Shaken Baby Syndrome was once unchallenged in the medical community. But lately it has been under greater scrutiny- especially with more parents and caretakers being tried for murder and attempted murder with an SBS diagnosis though they maintain their innocence. And with this greater scrutiny a more complicated picture is emerging.

For example, certain vitamin deficiencies and encephalopathy are known to cause the triad of SBS symptoms. Because  of this, more physicians are testifying for the defense on behalf of parents and caretakers that shaking is not the only cause of the symptoms seen in the baby. (Many defense experts for SBS will charge on a sliding scale because they know that a public defender won’t have the expertise to provide an adequate and informed defense.)
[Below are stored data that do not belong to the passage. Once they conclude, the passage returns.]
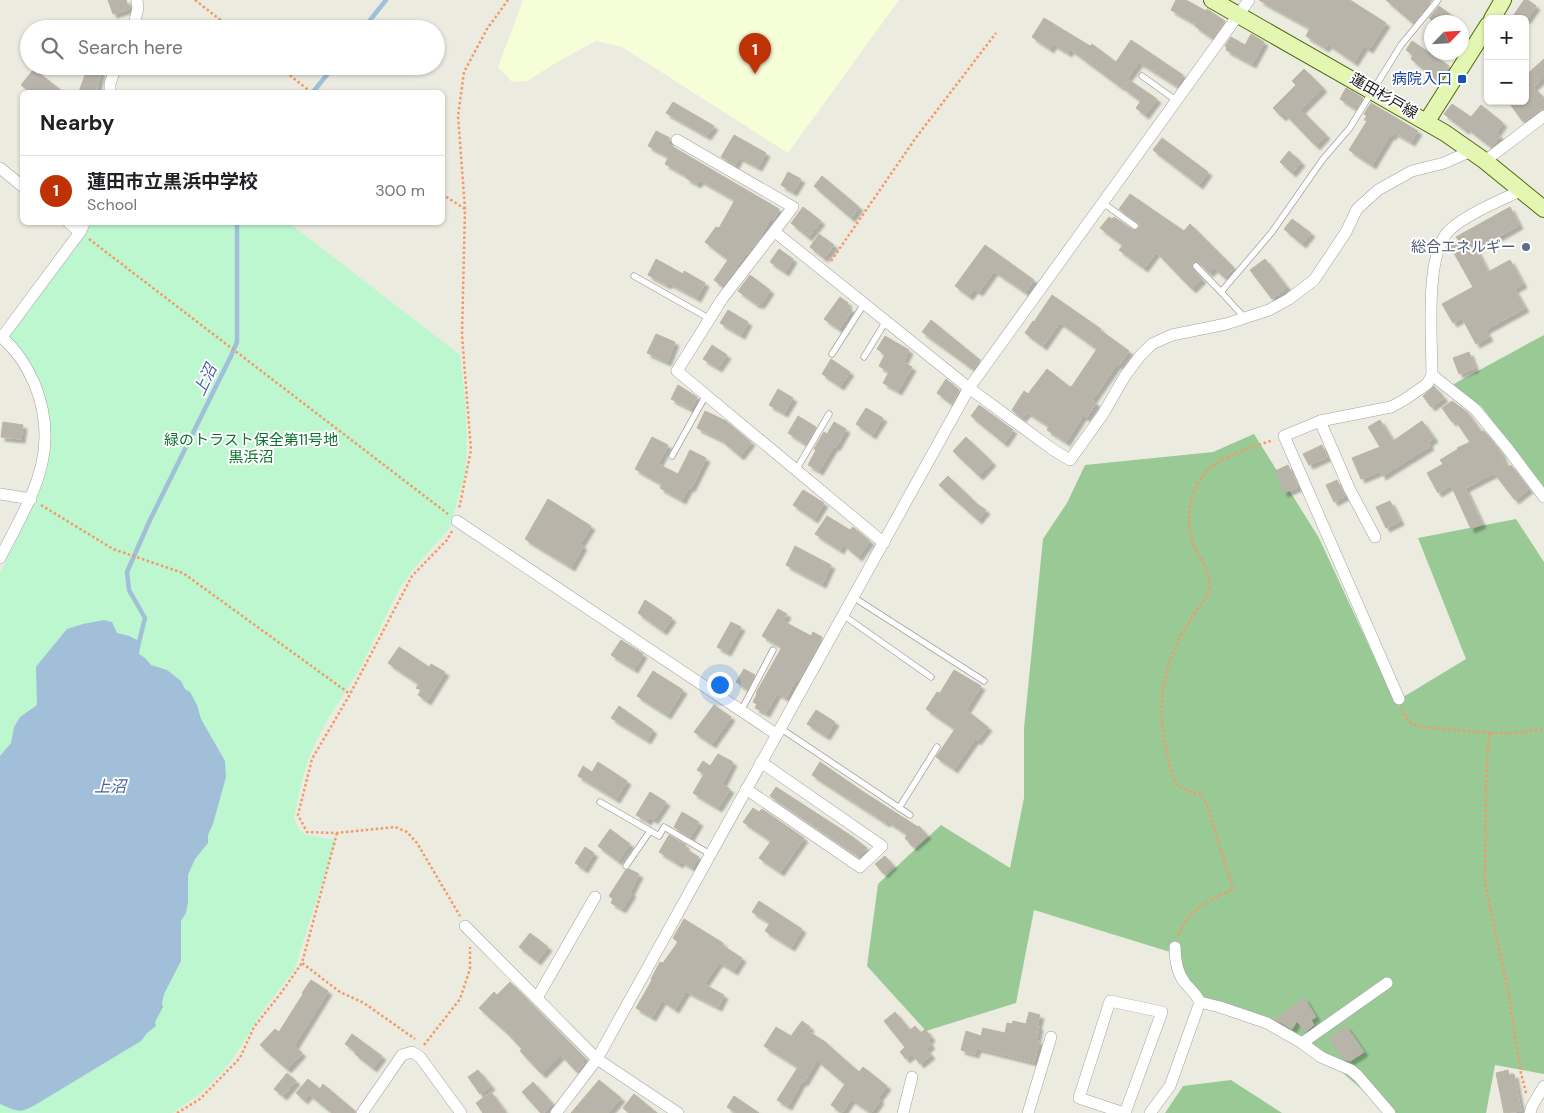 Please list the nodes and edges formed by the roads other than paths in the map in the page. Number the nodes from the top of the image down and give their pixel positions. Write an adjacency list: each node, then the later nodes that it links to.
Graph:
1 (137, 0): 8 (street)
2 (1212, 0): 6 (main road, 蓮田杉戸線)
3 (1249, 0): 6 (street)
4 (1438, 0): 13 (lane)
5 (1503, 0): 7 (main road)
6 (1240, 15): 13 (main road, 蓮田杉戸線); 14 (street)
7 (1494, 15)
8 (135, 20)
9 (1484, 31): 16 (main road)
10 (113, 75): 12 (street)
11 (1142, 76): 14 (lane)
12 (110, 90)
13 (1373, 90): 16 (main road, 蓮田杉戸線); 30 (lane)
14 (1177, 101): 23 (street)
15 (1544, 116): 19 (street)
16 (1427, 121): 18 (main road, 蓮田杉戸線)
17 (677, 140): 27 (street)
18 (1471, 151): 19 (main road, 蓮田杉戸線); 32 (street)
19 (1485, 161): 22 (main road, 蓮田杉戸線)
20 (0, 168): 21 (street)
21 (20, 184)
22 (1522, 190): 24 (main road, 蓮田杉戸線); 38 (street)
23 (1103, 203): 25 (lane); 39 (street)
24 (1544, 209)
25 (1134, 226)
26 (82, 227): 35 (street)
27 (775, 232): 31 (street); 33 (street)
28 (1196, 266): 30 (lane)
29 (634, 276): 33 (lane)
30 (1221, 292): 32 (lane)
31 (864, 304): 34 (street); 36 (lane)
32 (1244, 317): 39 (street)
33 (710, 319): 40 (street)
34 (886, 321): 37 (lane); 39 (street)
35 (1, 336): 47 (street)
36 (832, 354)
37 (864, 357)
38 (1432, 375): 42 (street); 46 (street)
39 (969, 388): 50 (street)
40 (706, 394): 43 (lane); 44 (street)
41 (829, 414): 44 (lane)
42 (1320, 421): 49 (street); 57 (street)
43 (672, 456)
44 (796, 470): 50 (street)
45 (0, 494): 47 (street)
46 (1544, 497)
47 (31, 499): 51 (street)
48 (457, 520): 58 (street)
49 (1376, 537)
50 (884, 543): 52 (street)
51 (0, 558)
52 (854, 597): 53 (street); 56 (lane)
53 (843, 615): 55 (lane); 59 (street)
54 (773, 650): 58 (lane)
55 (931, 677)
56 (984, 681)
57 (1399, 699)
58 (741, 711): 59 (street)
59 (778, 731): 61 (street); 64 (lane)
60 (937, 747): 64 (lane)
61 (761, 762): 62 (street); 62 (street)
62 (746, 789): 67 (street)
63 (600, 802): 66 (lane)
64 (899, 808): 65 (lane)
65 (910, 814)
66 (650, 831): 67 (lane); 68 (lane)
67 (710, 854): 77 (street)
68 (626, 866)
69 (595, 897): 73 (street)
70 (465, 926): 73 (street)
71 (1175, 948): 74 (street)
72 (1387, 983): 76 (street)
73 (536, 998): 77 (street)
74 (1200, 1002): 76 (street); 89 (street)
75 (1051, 1037): 87 (street)
76 (1302, 1043): 90 (street)
77 (597, 1059): 84 (street); 85 (street)
78 (912, 1077): 86 (street)
79 (1544, 1086): 81 (street)
80 (1090, 1108): 88 (street); 88 (street)
81 (1531, 1109)
82 (362, 1113): 83 (street)
83 (461, 1113)
84 (556, 1113)
85 (678, 1113)
86 (903, 1113)
87 (1028, 1113)
88 (1125, 1113)
89 (1150, 1113)
90 (1390, 1113)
Another problems comes from a behavioral perspective. Some people accused of shaking a baby have no history of violent behavior. In one case highlighted in the New York Times, the daycare worker convicted of shaking a two month old baby had cared for her own children and several others including an autistic boy and a girl with one arm without any history of violent behavior. The other daycare workers described her as a very patient and gentle person. Many cases of SBS ask us to assume that people without any history of abusive or violent behavior and who have frequently raised their own children without any abuse suddenly shake a baby to death or brain damage out of the blue. And then other cases involve clear cut abuse where shaking wasn’t the only form of abuse involved.

SBS proponents frequently point out that the diagnosis still holds up because they have confessions from parents and caretakers as  evidence. However, these confessions are not very clear representations of the situation. Some parents said they had shaken the baby in a non-aggressive way to try to revive it after finding the infant unconscious and not breathing.  Others admitted to shaking, but only in a more generalized way as one of many abusive actions against the baby, so it may not have been shaking that actually caused the death.

Others have been told point blank by law enforcement and medical experts that the police and doctors know the accused is guilty and that he or she will no chance at acquittal in a trial since doctors and scientists will testify that there is no other way the baby could have died than at the hands of the accused. Sometimes they’re are offered a plea bargain and told it is the only way they will escape a lifetime in prison, so they confess. The New York Times highlights the case of a daycare worker from Peru for whom English was a second language who was interrogated in English, not Spanish, another thing that could “muddy the waters”.

For me, I believe in the power of public health as a field of study and as a tool for making the world a better place. Many of the things we’re doing to promote public health have solid evidence like eating a healthy diet, exercise, smoking cessation, seat belts and the list can go on and on. But Shaken Baby Syndrome simply doesn’t have the evidence the back it up as a public health problem.

Worse, in my opinion, is the possibility that because we’re focusing so much on Shaken Baby Syndrome as the definitive form of child abuse that we’re missing out on helping families where abuse is a real problem. You can’t stop child abuse simply by telling people not shake a baby.  To me, this is a reminder of how we need more than good intentions in the field of public health, we need to be brutally honest with ourselves about how we are allocating our resources and what we are supporting so that we can be more effective.